***** Exercise material

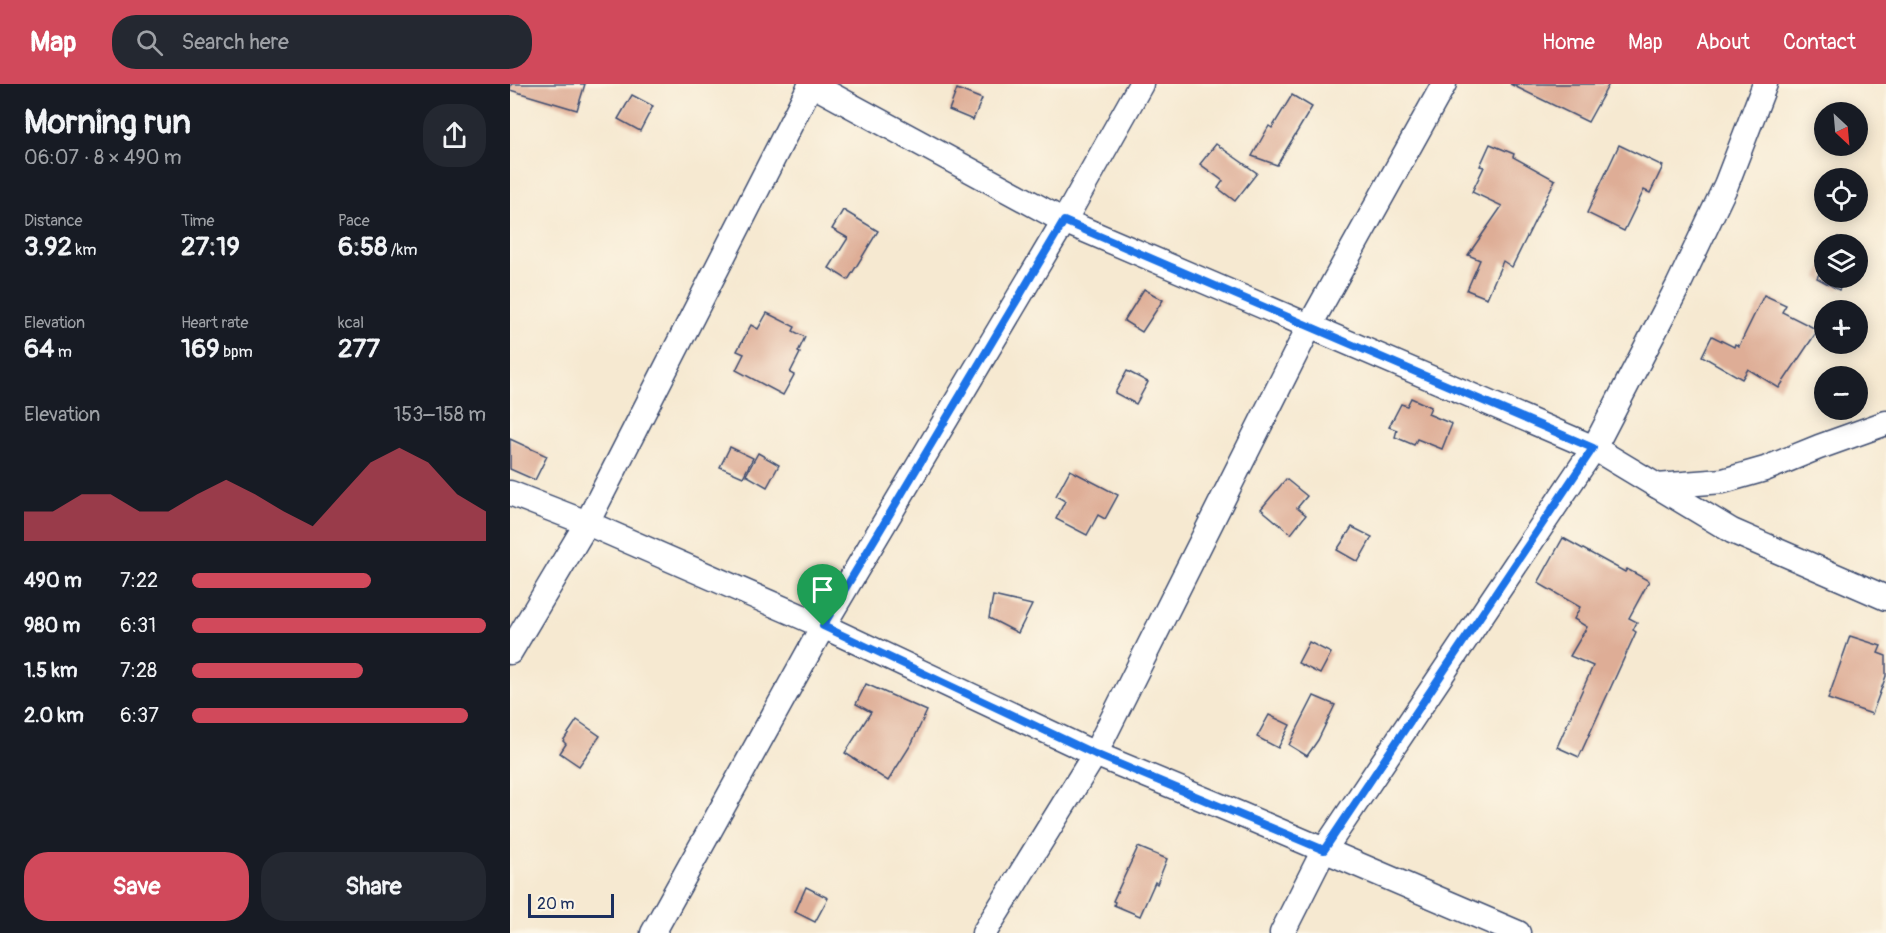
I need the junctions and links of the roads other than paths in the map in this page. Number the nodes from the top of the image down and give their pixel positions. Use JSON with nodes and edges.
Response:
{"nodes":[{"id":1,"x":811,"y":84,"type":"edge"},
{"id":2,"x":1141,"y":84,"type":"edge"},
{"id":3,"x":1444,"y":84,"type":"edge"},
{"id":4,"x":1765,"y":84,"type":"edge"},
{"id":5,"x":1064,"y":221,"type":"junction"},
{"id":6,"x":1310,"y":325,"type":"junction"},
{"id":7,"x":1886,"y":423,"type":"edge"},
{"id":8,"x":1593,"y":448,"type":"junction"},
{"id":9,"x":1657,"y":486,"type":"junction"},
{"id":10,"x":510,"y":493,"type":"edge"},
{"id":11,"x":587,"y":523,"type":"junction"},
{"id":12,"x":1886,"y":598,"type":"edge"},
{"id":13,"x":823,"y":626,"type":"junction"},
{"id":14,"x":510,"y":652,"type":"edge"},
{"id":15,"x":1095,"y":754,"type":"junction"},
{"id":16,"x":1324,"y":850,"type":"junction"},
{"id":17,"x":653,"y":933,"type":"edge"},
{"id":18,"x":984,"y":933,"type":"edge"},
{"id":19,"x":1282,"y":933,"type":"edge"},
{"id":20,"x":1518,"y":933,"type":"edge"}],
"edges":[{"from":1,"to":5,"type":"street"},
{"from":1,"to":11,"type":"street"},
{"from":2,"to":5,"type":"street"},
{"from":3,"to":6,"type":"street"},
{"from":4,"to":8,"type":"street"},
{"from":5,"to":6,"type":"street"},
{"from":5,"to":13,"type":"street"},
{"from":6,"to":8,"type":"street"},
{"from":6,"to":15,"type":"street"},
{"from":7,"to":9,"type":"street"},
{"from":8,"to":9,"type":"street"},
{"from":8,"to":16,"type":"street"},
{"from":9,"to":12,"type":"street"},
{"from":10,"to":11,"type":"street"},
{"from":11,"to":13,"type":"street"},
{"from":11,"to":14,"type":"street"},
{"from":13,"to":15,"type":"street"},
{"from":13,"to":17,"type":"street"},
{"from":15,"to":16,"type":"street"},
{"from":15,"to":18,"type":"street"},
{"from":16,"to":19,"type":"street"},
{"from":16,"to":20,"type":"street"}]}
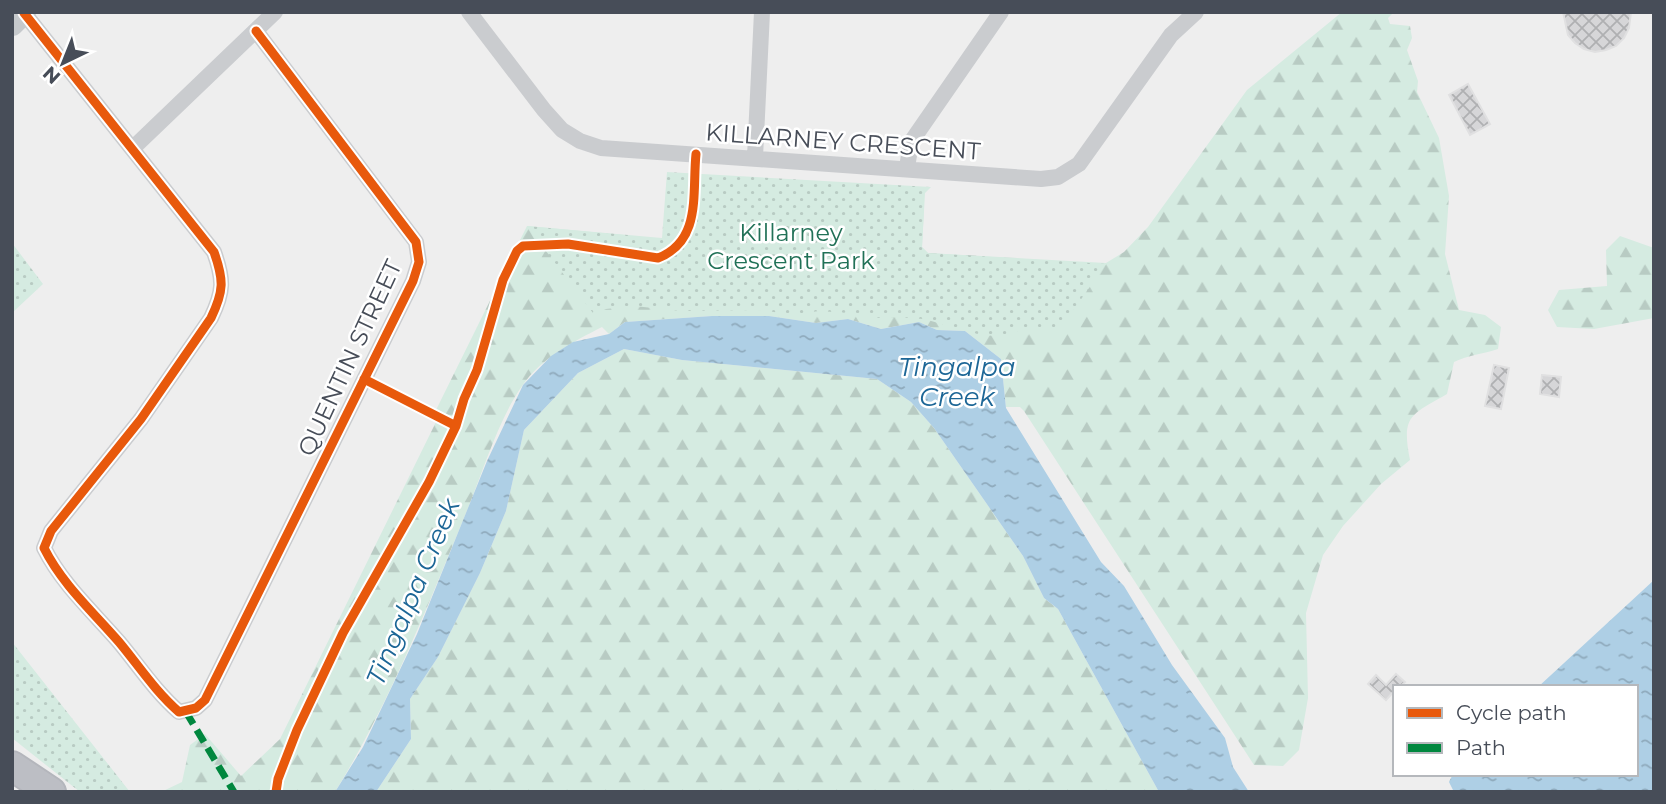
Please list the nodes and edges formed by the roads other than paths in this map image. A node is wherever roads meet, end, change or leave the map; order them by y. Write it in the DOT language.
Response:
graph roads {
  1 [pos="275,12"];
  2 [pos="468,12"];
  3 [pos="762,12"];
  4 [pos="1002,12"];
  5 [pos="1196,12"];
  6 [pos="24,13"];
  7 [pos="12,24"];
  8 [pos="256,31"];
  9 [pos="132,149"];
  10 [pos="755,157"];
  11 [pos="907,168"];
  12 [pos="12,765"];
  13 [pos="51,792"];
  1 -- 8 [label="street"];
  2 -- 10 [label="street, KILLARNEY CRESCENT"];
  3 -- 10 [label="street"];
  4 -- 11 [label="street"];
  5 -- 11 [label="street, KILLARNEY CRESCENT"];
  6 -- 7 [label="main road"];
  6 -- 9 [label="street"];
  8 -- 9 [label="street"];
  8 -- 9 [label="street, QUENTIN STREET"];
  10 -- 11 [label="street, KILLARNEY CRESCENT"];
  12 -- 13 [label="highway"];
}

**********

**Activity**. Which of the lines in the material above contain "nodes"? Copy each one out.

**Response to the exercise**.
I need the junctions and links of the roads other than paths in the map in this page. Number the nodes from the top of the image down and give their pixel positions. Use JSON with nodes and edges.
{"nodes":[{"id":1,"x":811,"y":84,"type":"edge"},
Please list the nodes and edges formed by the roads other than paths in this map image. A node is wherever roads meet, end, change or leave the map; order them by y. Write it in the DOT language.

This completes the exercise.